Tuesday, September 13, 2016


Another false prophecy

The excerpt below is from a 2007 article.  It correctly predicts that global CO2 levels will hit 400 ppm by 2015.  Unlike temperature, CO2 has been rising fairly steadily so that was easy.  What is amusing is what was predicted to happen when we got to 400ppm.  Southern Spain was to be emptied out by the extreme heat, for instance.  Someone tell the Gibraltarians!  

Warmists are very attached to their prophecies.  It's a good thing. The failure of a prediction is the normal scientific criterion for the theory that generated it being wrong.  In that way, Warmist theories have repeatedly been shown as wrong.  So a continued belief in anthropogenic global warming is a rejection  of science.

One failed prediction might be just an aberration but the slew of uniformly wrong predictions we have seen from Warmists would be enough to kill any other theory stone dead. Warmist models have zero predictive skill, meaning that a rational person would ignore them


Environmentalist writer Mark Lynas’ new book about global warming takes for its metaphor Dante’s descent through the circles of hell. But while Dante was guided by the poetics of Virgil, Lynas follows the research findings of scientists; and while Dante plotted a route down through the unbaptised, gluttonous, slothful and treacherous, Lynas descends through one, two, three or even six degrees rise in global warming (we’re spared Dante’s final three circles of hell because the Intergovernmental Planet on Climate Change (IPCC) only estimated a rise in temperature of up to six degrees).

Dante dealt in moral failings such as betrayal and faithlessness; Lynas deals with the more anodyne stuff of car journeys to work and buying tropical fruit at the supermarket. Regardless, we will be visited with the results of our sinful actions, as daily energy usage is repaid in the rising of the planet’s mercury. The events described in the book will be our future, says Lynas, unless we ‘repent’ and cut back on energy consumption.

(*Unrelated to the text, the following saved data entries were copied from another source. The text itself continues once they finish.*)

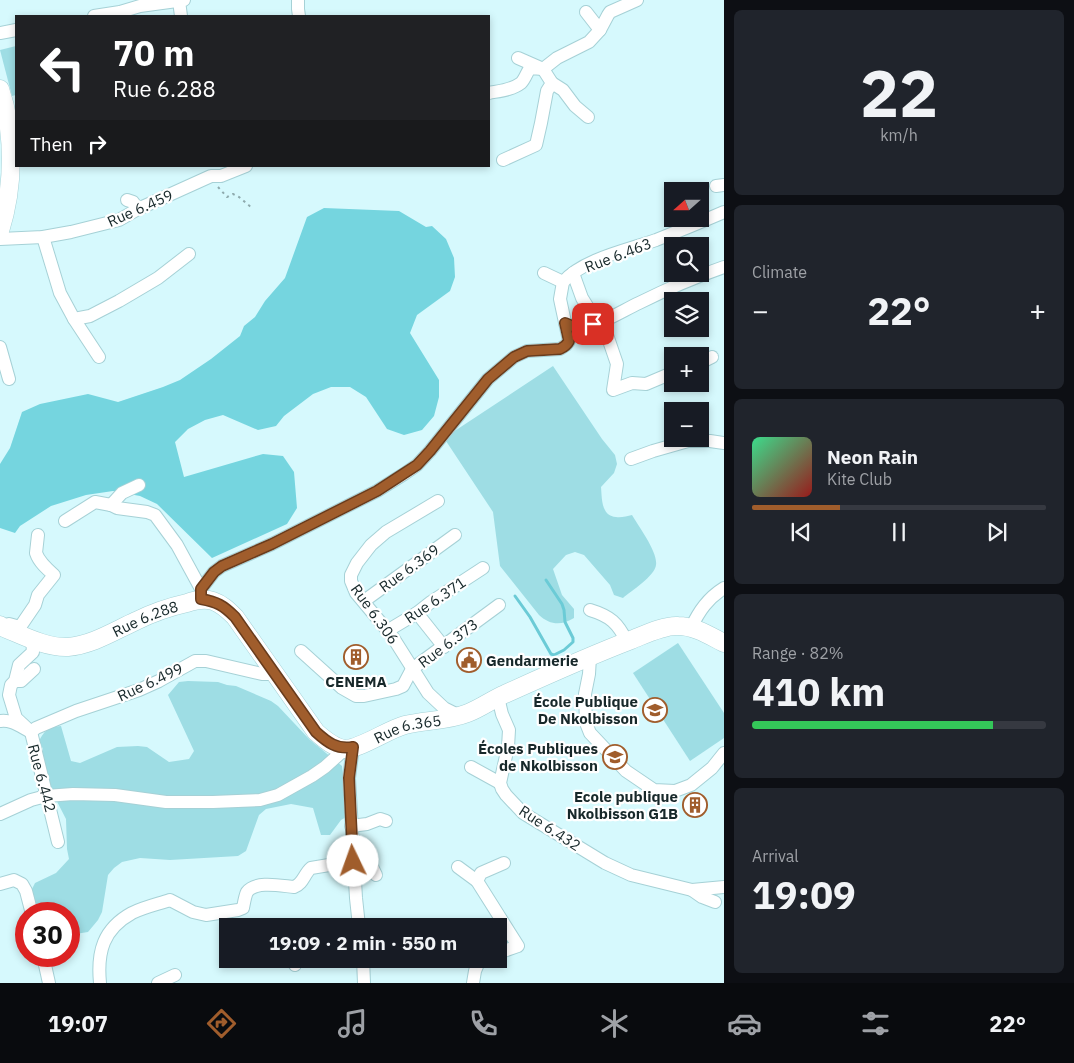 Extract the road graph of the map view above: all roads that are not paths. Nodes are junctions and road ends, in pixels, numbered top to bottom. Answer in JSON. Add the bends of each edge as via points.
{"nodes":[{"id":1,"x":298,"y":0,"type":"edge"},
{"id":2,"x":637,"y":0,"type":"edge"},
{"id":3,"x":181,"y":1,"type":"edge"},
{"id":4,"x":586,"y":12,"type":"dead end"},
{"id":5,"x":100,"y":15,"type":"edge"},
{"id":6,"x":181,"y":15,"type":"edge"},
{"id":7,"x":299,"y":15,"type":"edge"},
{"id":8,"x":15,"y":30,"type":"edge"},
{"id":9,"x":600,"y":30,"type":"junction"},
{"id":10,"x":0,"y":33,"type":"edge"},
{"id":11,"x":518,"y":58,"type":"dead end"},
{"id":12,"x":543,"y":68,"type":"junction"},
{"id":13,"x":552,"y":83,"type":"junction"},
{"id":14,"x":490,"y":93,"type":"edge"},
{"id":15,"x":1,"y":97,"type":"edge"},
{"id":16,"x":588,"y":117,"type":"dead end"},
{"id":17,"x":12,"y":126,"type":"edge"},
{"id":18,"x":503,"y":160,"type":"dead end"},
{"id":19,"x":244,"y":167,"type":"edge"},
{"id":20,"x":127,"y":200,"type":"dead end"},
{"id":21,"x":138,"y":209,"type":"junction"},
{"id":22,"x":724,"y":212,"type":"edge"},
{"id":23,"x":0,"y":231,"type":"edge"},
{"id":24,"x":43,"y":237,"type":"junction"},
{"id":25,"x":0,"y":239,"type":"edge"},
{"id":26,"x":189,"y":254,"type":"dead end"},
{"id":27,"x":724,"y":267,"type":"edge"},
{"id":28,"x":544,"y":273,"type":"dead end"},
{"id":29,"x":574,"y":273,"type":"junction"},
{"id":30,"x":563,"y":282,"type":"junction"},
{"id":31,"x":74,"y":318,"type":"junction"},
{"id":32,"x":605,"y":320,"type":"junction"},
{"id":33,"x":565,"y":323,"type":"junction"},
{"id":34,"x":0,"y":347,"type":"edge"},
{"id":35,"x":99,"y":357,"type":"dead end"},
{"id":36,"x":712,"y":357,"type":"dead end"},
{"id":37,"x":709,"y":358,"type":"edge"},
{"id":38,"x":664,"y":376,"type":"edge"},
{"id":39,"x":9,"y":379,"type":"dead end"},
{"id":40,"x":724,"y":443,"type":"edge"},
{"id":41,"x":631,"y":459,"type":"dead end"},
{"id":42,"x":139,"y":485,"type":"dead end"},
{"id":43,"x":438,"y":500,"type":"dead end"},
{"id":44,"x":111,"y":505,"type":"junction"},
{"id":45,"x":65,"y":521,"type":"dead end"},
{"id":46,"x":455,"y":535,"type":"dead end"},
{"id":47,"x":38,"y":536,"type":"dead end"},
{"id":48,"x":483,"y":568,"type":"dead end"},
{"id":49,"x":724,"y":588,"type":"edge"},
{"id":50,"x":201,"y":594,"type":"junction"},
{"id":51,"x":364,"y":601,"type":"junction"},
{"id":52,"x":499,"y":605,"type":"dead end"},
{"id":53,"x":590,"y":610,"type":"dead end"},
{"id":54,"x":417,"y":613,"type":"junction"},
{"id":55,"x":1,"y":627,"type":"edge"},
{"id":56,"x":691,"y":628,"type":"junction"},
{"id":57,"x":387,"y":631,"type":"junction"},
{"id":58,"x":32,"y":639,"type":"junction"},
{"id":59,"x":627,"y":642,"type":"junction"},
{"id":60,"x":724,"y":643,"type":"edge"},
{"id":61,"x":444,"y":646,"type":"junction"},
{"id":62,"x":301,"y":650,"type":"dead end"},
{"id":63,"x":590,"y":657,"type":"junction"},
{"id":64,"x":34,"y":669,"type":"dead end"},
{"id":65,"x":412,"y":669,"type":"junction"},
{"id":66,"x":274,"y":674,"type":"junction"},
{"id":67,"x":14,"y":681,"type":"junction"},
{"id":68,"x":498,"y":697,"type":"junction"},
{"id":69,"x":460,"y":716,"type":"junction"},
{"id":70,"x":0,"y":721,"type":"edge"},
{"id":71,"x":30,"y":732,"type":"junction"},
{"id":72,"x":349,"y":748,"type":"junction"},
{"id":73,"x":724,"y":753,"type":"edge"},
{"id":74,"x":471,"y":767,"type":"dead end"},
{"id":75,"x":500,"y":783,"type":"junction"},
{"id":76,"x":46,"y":796,"type":"junction"},
{"id":77,"x":0,"y":814,"type":"edge"},
{"id":78,"x":386,"y":821,"type":"dead end"},
{"id":79,"x":352,"y":832,"type":"junction"},
{"id":80,"x":58,"y":842,"type":"dead end"},
{"id":81,"x":353,"y":861,"type":"junction"},
{"id":82,"x":504,"y":863,"type":"dead end"},
{"id":83,"x":458,"y":868,"type":"dead end"},
{"id":84,"x":376,"y":875,"type":"dead end"},
{"id":85,"x":477,"y":881,"type":"junction"},
{"id":86,"x":0,"y":884,"type":"edge"},
{"id":87,"x":724,"y":887,"type":"edge"},
{"id":88,"x":692,"y":890,"type":"junction"},
{"id":89,"x":29,"y":902,"type":"edge"},
{"id":90,"x":715,"y":902,"type":"dead end"},
{"id":91,"x":358,"y":918,"type":"edge"},
{"id":92,"x":500,"y":918,"type":"edge"},
{"id":93,"x":507,"y":929,"type":"edge"},
{"id":94,"x":507,"y":950,"type":"edge"},
{"id":95,"x":45,"y":967,"type":"edge"},
{"id":96,"x":363,"y":968,"type":"edge"},
{"id":97,"x":476,"y":968,"type":"edge"},
{"id":98,"x":175,"y":976,"type":"dead end"},
{"id":99,"x":49,"y":983,"type":"edge"},
{"id":100,"x":100,"y":983,"type":"edge"},
{"id":101,"x":158,"y":983,"type":"edge"},
{"id":102,"x":364,"y":983,"type":"edge"},
{"id":103,"x":472,"y":983,"type":"edge"}],
"edges":[{"from":1,"to":7,"type":"street"},
{"from":2,"to":9,"type":"street","via":[[610,12]]},
{"from":3,"to":5,"type":"street"},
{"from":3,"to":6,"type":"street"},
{"from":4,"to":9,"type":"street"},
{"from":8,"to":10,"type":"street"},
{"from":9,"to":12,"type":"street","via":[[589,42]]},
{"from":11,"to":12,"type":"street"},
{"from":12,"to":13,"type":"street"},
{"from":12,"to":14,"type":"street","via":[[530,68],[522,82]]},
{"from":13,"to":16,"type":"street"},
{"from":13,"to":18,"type":"street","via":[[547,90],[536,145]]},
{"from":15,"to":17,"type":"street"},
{"from":17,"to":23,"type":"street","via":[[10,191]]},
{"from":19,"to":21,"type":"street","name":"Rue 6.459","via":[[221,176],[211,176]]},
{"from":20,"to":21,"type":"street"},
{"from":21,"to":24,"type":"street","name":"Rue 6.459","via":[[119,220]]},
{"from":22,"to":29,"type":"street","name":"Rue 6.463","via":[[607,256]]},
{"from":24,"to":25,"type":"street","name":"Rue 6.459"},
{"from":24,"to":31,"type":"street","via":[[60,293]]},
{"from":26,"to":31,"type":"street","via":[[120,301],[90,316]]},
{"from":27,"to":32,"type":"street"},
{"from":28,"to":30,"type":"street"},
{"from":29,"to":30,"type":"street","name":"Rue 6.463"},
{"from":29,"to":32,"type":"street","via":[[582,298],[595,319]]},
{"from":30,"to":33,"type":"street","via":[[560,299]]},
{"from":31,"to":35,"type":"street"},
{"from":32,"to":33,"type":"street","via":[[577,328]]},
{"from":32,"to":38,"type":"street","via":[[617,364],[613,390],[632,383],[646,384]]},
{"from":33,"to":50,"type":"street","via":[[569,341],[566,345],[560,349],[527,351],[514,357],[488,379],[417,465],[377,491],[222,566],[214,572]]},
{"from":34,"to":39,"type":"street"},
{"from":36,"to":37,"type":"street"},
{"from":40,"to":41,"type":"street","via":[[688,441]]},
{"from":42,"to":44,"type":"street","via":[[122,493]]},
{"from":43,"to":51,"type":"street","name":"Rue 6.306","via":[[386,532],[357,562],[350,581]]},
{"from":44,"to":45,"type":"street","via":[[95,502]]},
{"from":44,"to":50,"type":"street","via":[[155,515],[177,545]]},
{"from":46,"to":51,"type":"street","name":"Rue 6.369"},
{"from":47,"to":55,"type":"street","via":[[36,556],[54,575],[20,627],[10,624]]},
{"from":48,"to":54,"type":"street","name":"Rue 6.371"},
{"from":49,"to":56,"type":"street","via":[[707,601]]},
{"from":50,"to":58,"type":"street","name":"Rue 6.288","via":[[87,643],[51,646]]},
{"from":50,"to":66,"type":"street","via":[[235,617]]},
{"from":51,"to":57,"type":"street","name":"Rue 6.306"},
{"from":52,"to":61,"type":"street","name":"Rue 6.373"},
{"from":53,"to":59,"type":"street","via":[[604,614],[621,630]]},
{"from":54,"to":57,"type":"street","name":"Rue 6.371"},
{"from":54,"to":61,"type":"street"},
{"from":55,"to":58,"type":"street","name":"Rue 6.288"},
{"from":56,"to":59,"type":"street","name":"Rue 6.365","via":[[669,627]]},
{"from":56,"to":60,"type":"street","name":"Rue 6.365"},
{"from":57,"to":65,"type":"street","name":"Rue 6.306"},
{"from":58,"to":67,"type":"street","name":"Rue 6.442","via":[[34,652],[19,666]]},
{"from":59,"to":63,"type":"street","name":"Rue 6.365"},
{"from":61,"to":65,"type":"street","name":"Rue 6.373"},
{"from":62,"to":65,"type":"street","name":"Rue 6.373","via":[[342,688],[356,696],[403,686]]},
{"from":63,"to":68,"type":"street","name":"Rue 6.365"},
{"from":63,"to":73,"type":"street","via":[[585,694],[586,723],[590,733],[626,771],[654,790],[675,791],[691,785]]},
{"from":64,"to":67,"type":"street","via":[[21,681]]},
{"from":65,"to":69,"type":"street","name":"Rue 6.306","via":[[428,693],[444,708]]},
{"from":66,"to":71,"type":"street","name":"Rue 6.499","via":[[195,661],[139,690],[76,711]]},
{"from":66,"to":72,"type":"street","via":[[316,732],[334,745]]},
{"from":67,"to":71,"type":"street","name":"Rue 6.442","via":[[9,695],[11,704],[16,718]]},
{"from":68,"to":69,"type":"street","name":"Rue 6.365"},
{"from":68,"to":75,"type":"street","via":[[509,730]]},
{"from":69,"to":72,"type":"street","name":"Rue 6.365","via":[[406,725]]},
{"from":70,"to":71,"type":"street","via":[[15,723]]},
{"from":71,"to":76,"type":"street","name":"Rue 6.442"},
{"from":72,"to":76,"type":"street","name":"Rue 6.365","via":[[312,776],[278,795],[260,800],[166,802],[115,795]]},
{"from":72,"to":79,"type":"street"},
{"from":74,"to":75,"type":"street"},
{"from":75,"to":88,"type":"street","name":"Rue 6.432","via":[[506,795],[523,813],[605,863],[631,875]]},
{"from":76,"to":77,"type":"street","name":"Rue 6.365"},
{"from":76,"to":80,"type":"street","name":"Rue 6.442"},
{"from":78,"to":79,"type":"street","via":[[380,819]]},
{"from":79,"to":81,"type":"street"},
{"from":79,"to":84,"type":"street"},
{"from":81,"to":91,"type":"street"},
{"from":81,"to":100,"type":"street","via":[[311,868],[300,885],[294,887],[268,884],[252,888],[247,892],[243,908],[238,910],[206,916],[170,900],[132,913],[110,930],[103,942]]},
{"from":82,"to":85,"type":"street","via":[[481,873]]},
{"from":83,"to":85,"type":"street"},
{"from":85,"to":92,"type":"street"},
{"from":86,"to":89,"type":"street","via":[[14,880],[22,884]]},
{"from":87,"to":88,"type":"street"},
{"from":88,"to":90,"type":"street"},
{"from":93,"to":94,"type":"street","via":[[518,946]]},
{"from":95,"to":99,"type":"street"},
{"from":96,"to":102,"type":"street"},
{"from":97,"to":103,"type":"street"},
{"from":98,"to":101,"type":"street"}]} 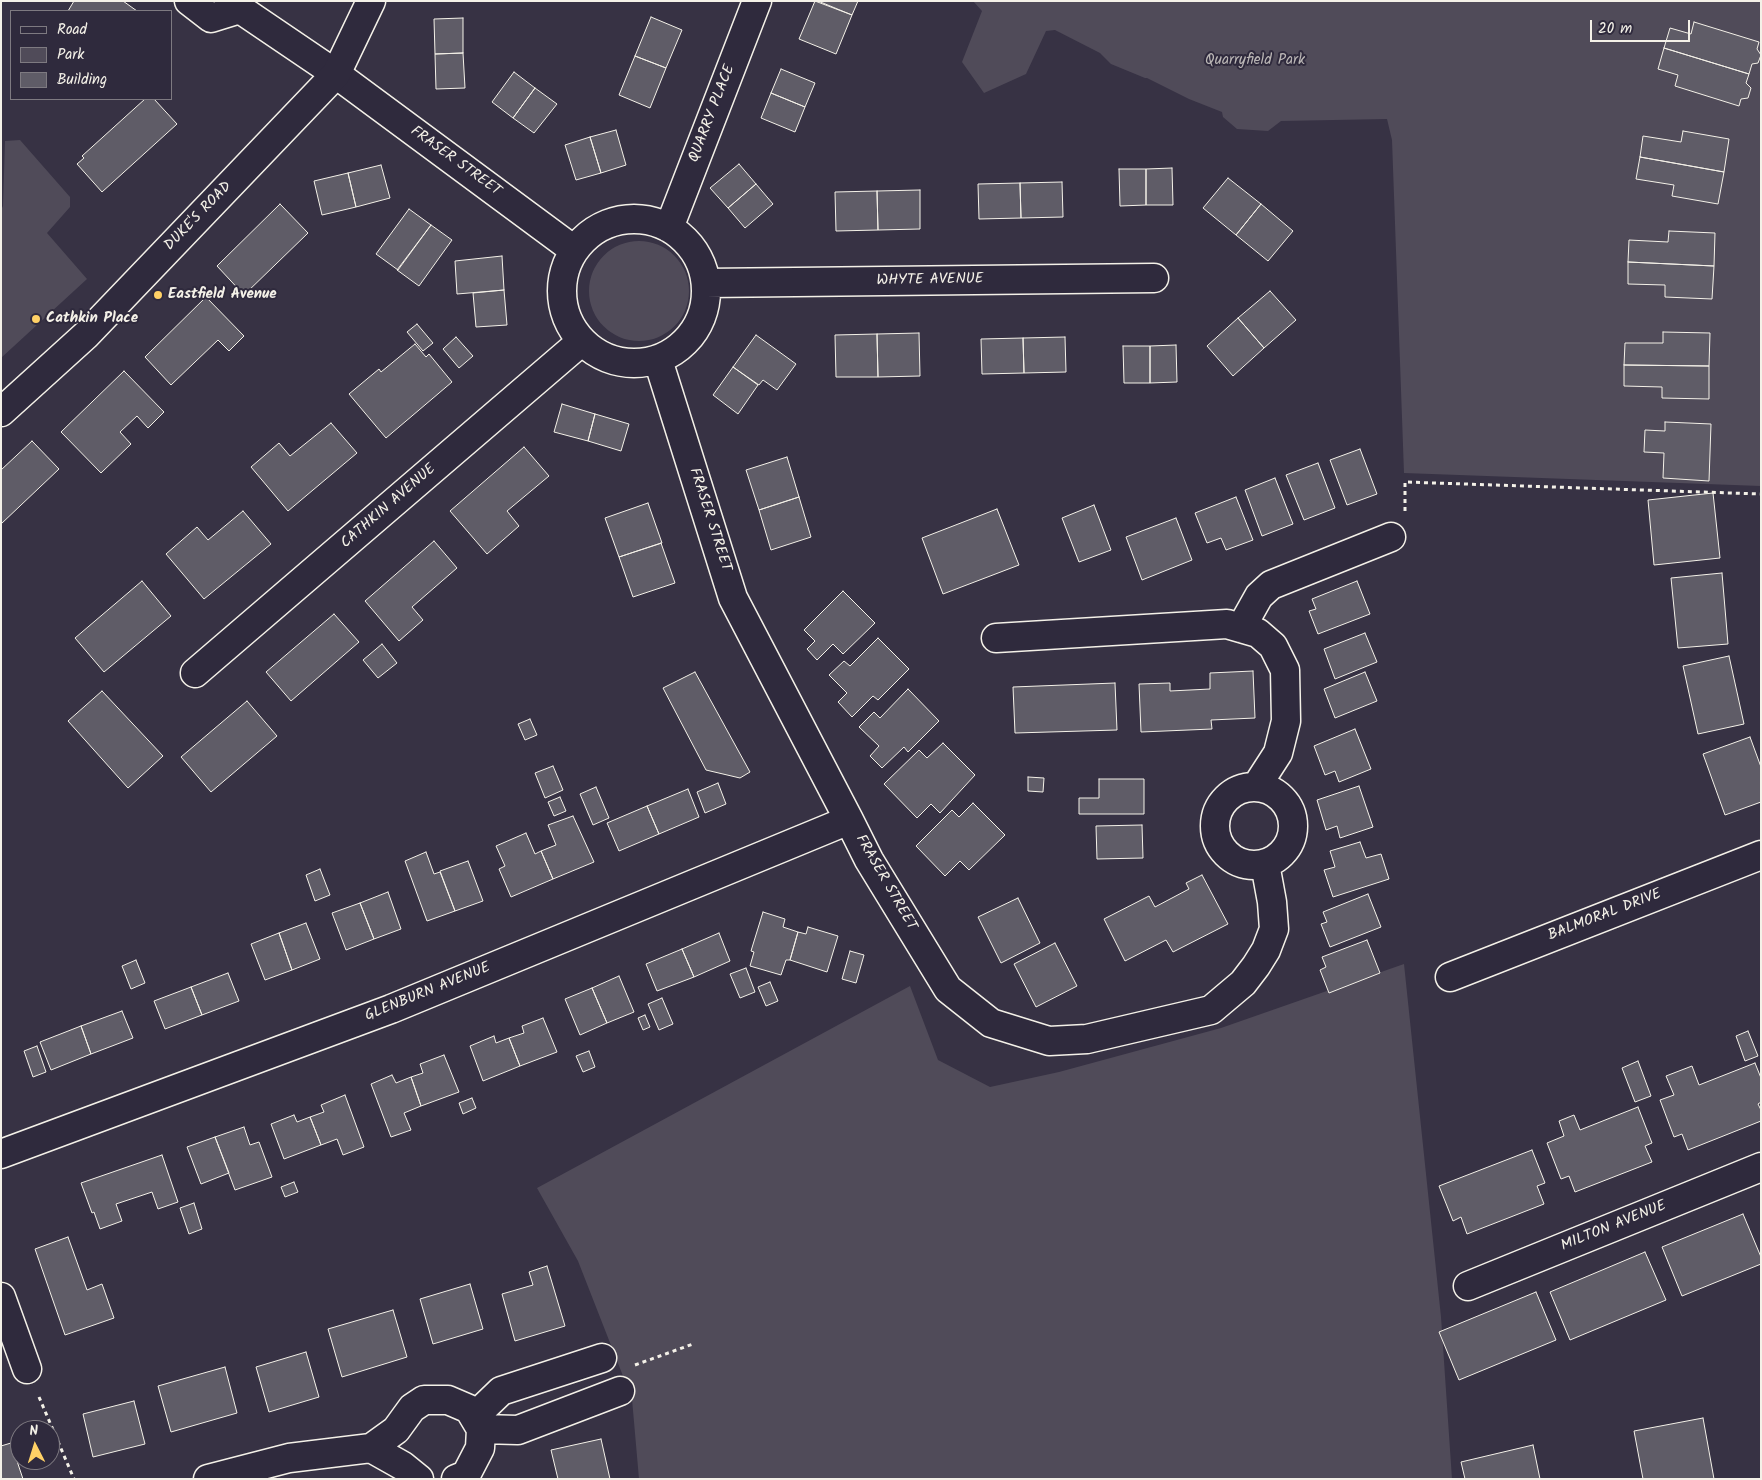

His predictions go like this:

At one degree rise in temperature, the western USA is wracked by droughts: powerful dust and sandstorms ‘turn day into night across thousands of miles of former prairie’, while ‘farmsteads, roads and even entire towns will find themselves engulfed by blowing sand’. At two degrees, southern Spain will empty, with a ‘mass scramble to abandon barely habitable temperatures, as Saharan heatwaves sweep across the Med’. At three degrees, Texas is hit by ‘Super-Hurricane’ Odessa: ‘the winds from the storm’s eyewall slam into Houston, the gleaming towers of the central business district begin to sway ominously’. Four and five degrees are worse still. Then at six degrees there will be mass extinction, something approaching ‘global apocalypse and doom’ (it is ‘unlikely’ that humanity will be wiped out completely, but there will not be many of us left).

Each of these outcomes corresponds to a carbon dioxide (CO2) emissions scenario. A two degrees rise corresponds to a CO2 concentration of 400 parts per million, which means peaking global emissions by 2015 – eight years’ time – and cutting emissions to 90 per cent by 2050. A three degrees rise corresponds to peaking global emissions by 2030; four degrees to peaking by 2050. But in actual fact, says Lynas, if we want to avoid global apocalypse and doom we would have to keep within the ‘magic two-degree threshold’.

This is because environmental feedback systems will mean that the temperature will tip upwards, irrespective of our carbon dioxide outputs. As temperature rises, says Lynas, some ecosystems increasingly stop absorbing CO2 and they start to release it (or other greenhouse gases) instead. At three degrees, says Lynas, there is the collapse of the Amazon ecosystem, and soils start to release stored CO2; at four degrees, there is the release of methane from Siberia. ‘If we reach three degrees, therefore, that leads inexorably to four degrees, which leads inexorably to five.’ And at five there is an even more powerful feedback mechanism, the release of methane hydrate from the sea. The result is ‘runaway global warming’, against which ‘humanity would be powerless to intervene’. So it’s two degrees – 90 per cent cuts in carbon emissions by 2050 – or it’s apocalypse.